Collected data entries
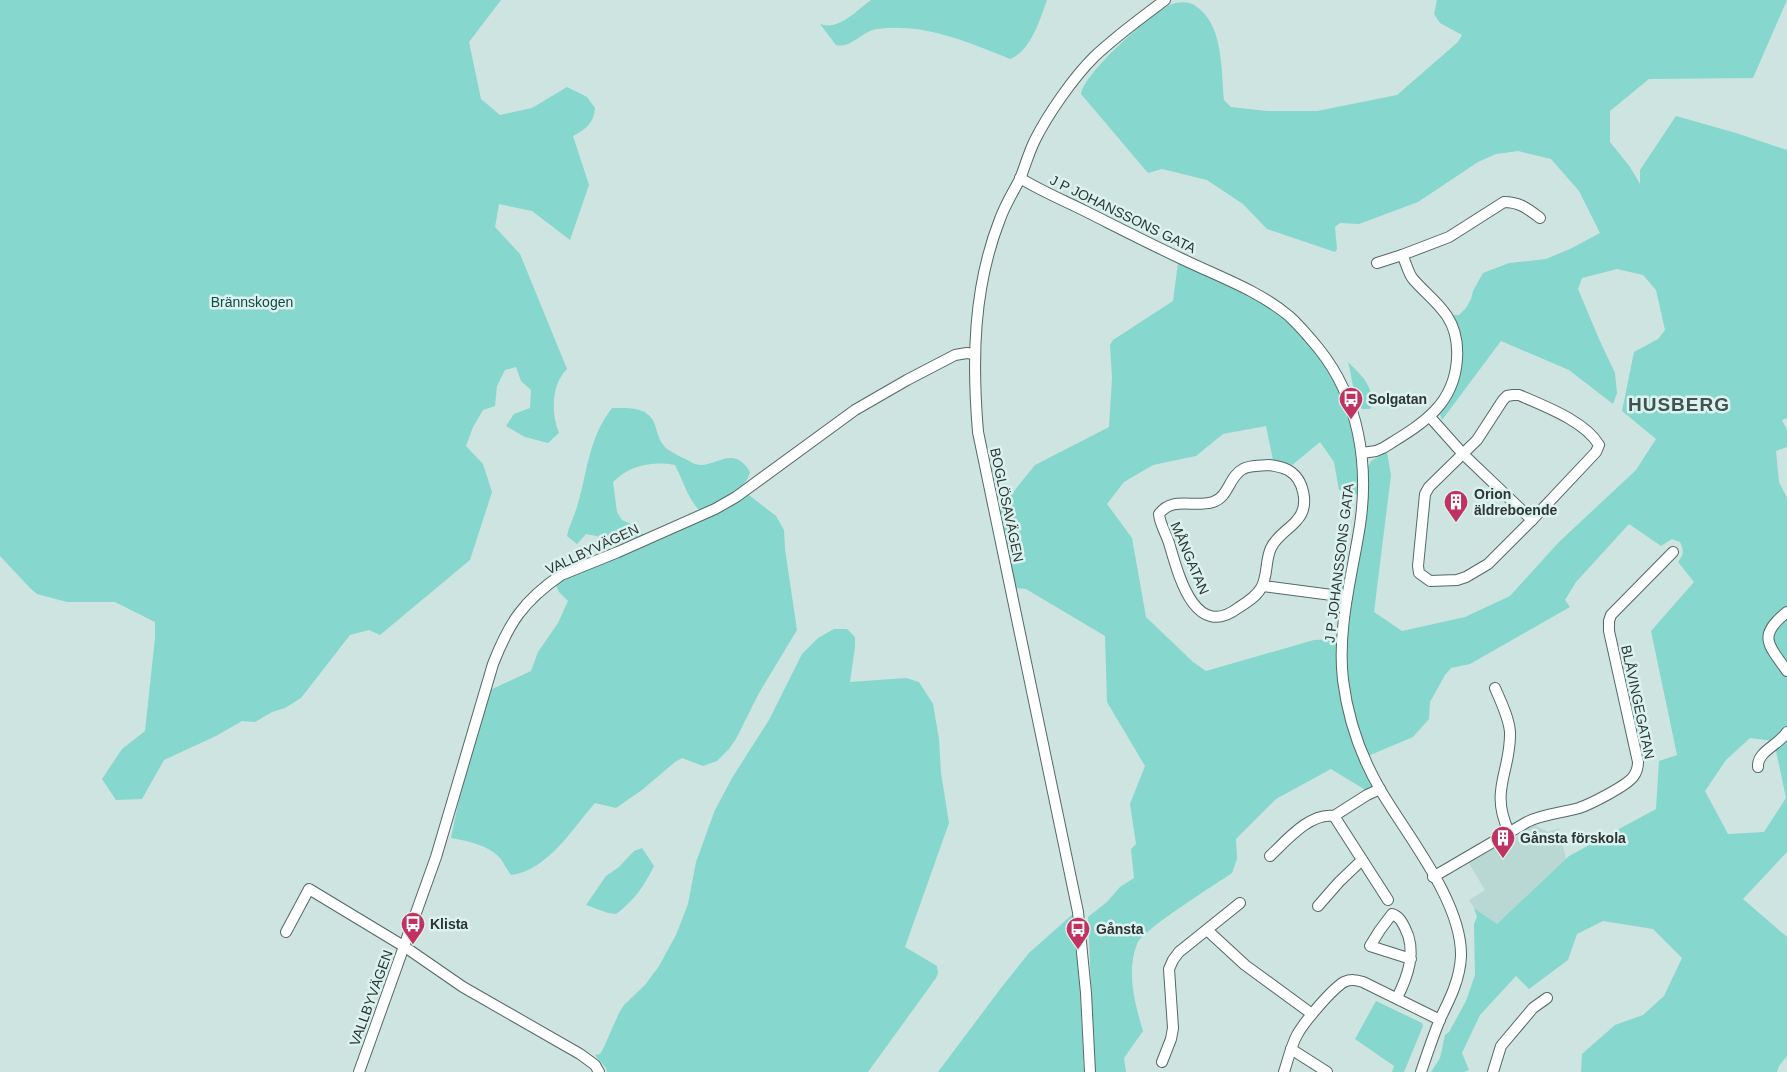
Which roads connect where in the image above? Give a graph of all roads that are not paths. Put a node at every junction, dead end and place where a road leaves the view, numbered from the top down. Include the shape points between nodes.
1 (1165, 0) edge
2 (1020, 178) junction
3 (1540, 218) dead end
4 (1402, 255) junction
5 (1377, 263) dead end
6 (974, 354) junction
7 (1430, 417) junction
8 (1362, 453) junction
9 (1462, 454) junction
10 (1532, 520) junction
11 (1673, 552) dead end
12 (1262, 586) junction
13 (1347, 597) junction
14 (1787, 612) edge
15 (1787, 671) edge
16 (1496, 688) dead end
17 (1787, 732) edge
18 (1758, 766) dead end
19 (1380, 789) junction
20 (1334, 816) junction
21 (1509, 832) junction
22 (1270, 856) dead end
23 (1362, 860) junction
24 (1433, 877) junction
25 (1388, 900) dead end
26 (1240, 903) dead end
27 (1318, 906) dead end
28 (1207, 930) junction
29 (286, 932) dead end
30 (405, 947) junction
31 (1411, 959) junction
32 (1397, 998) junction
33 (1547, 998) dead end
34 (1312, 1014) junction
35 (1440, 1020) junction
36 (1291, 1049) junction
37 (1162, 1067) edge
38 (359, 1072) edge
39 (599, 1072) edge
40 (1090, 1072) edge
41 (1284, 1072) edge
42 (1327, 1072) edge
43 (1421, 1072) edge
44 (1493, 1072) edge

1 - 2 street, BOGLÖSAVÄGEN via 1094,57 1077,76 1035,140
2 - 6 street, BOGLÖSAVÄGEN via 1000,220 984,275
2 - 8 street, J P JOHANSSONS GATA via 1253,293 1288,316 1322,352 1335,373 1351,406
3 - 4 street via 1515,202 1504,202 1449,236
4 - 5 street
4 - 7 street via 1412,278 1438,304 1456,337 1455,377 1445,400
6 - 30 street, VALLBYVÄGEN via 955,355 907,380 855,410 736,497 700,516 561,575 528,602 504,636 493,664 436,858
6 - 40 street, BOGLÖSAVÄGEN via 978,432 1078,912
7 - 8 street via 1383,448
7 - 9 street
8 - 13 street, J P JOHANSSONS GATA via 1363,496
9 - 10 street
9 - 10 street via 1425,494 1418,566 1423,578 1448,581 1466,577 1488,564
9 - 10 street via 1477,440 1503,400 1513,395 1562,415 1595,438 1599,445 1596,452
11 - 21 street, BLÅVINGEGATAN via 1611,615 1609,621 1638,762 1635,774 1590,804 1536,817
12 - 12 street, MÅNGATAN via 1272,546 1303,512 1302,489 1289,470 1270,465 1245,468 1215,502 1175,503 1159,514 1178,572 1192,602 1205,615 1212,618 1229,615 1251,599
12 - 13 street
13 - 19 street, J P JOHANSSONS GATA via 1342,644 1345,694 1362,754
14 - 15 street via 1774,622 1768,636
16 - 21 street via 1509,727 1500,796
17 - 18 street via 1778,744 1760,755
19 - 20 street
19 - 24 street, J P JOHANSSONS GATA
20 - 22 street via 1320,817 1307,824
20 - 23 street
21 - 24 street, BLÅVINGEGATAN
23 - 25 street
23 - 27 street
24 - 35 street, J P JOHANSSONS GATA via 1455,921 1461,956 1453,993
26 - 28 street
28 - 34 street via 1245,965
28 - 37 street via 1179,952 1169,969 1173,1028
29 - 30 street via 308,889
30 - 38 street, VALLBYVÄGEN
30 - 39 street via 464,987 584,1056
31 - 31 street via 1409,936 1398,917 1392,914 1370,946
31 - 32 street
32 - 34 street via 1354,980 1346,981
32 - 35 street
33 - 44 street via 1533,1008 1501,1046
34 - 36 street
35 - 43 street, J P JOHANSSONS GATA
36 - 41 street
36 - 42 street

What to do: Your reply should be one number: the count of lines above that hold the word "BOGLÖSAVÄGEN".

Result: 3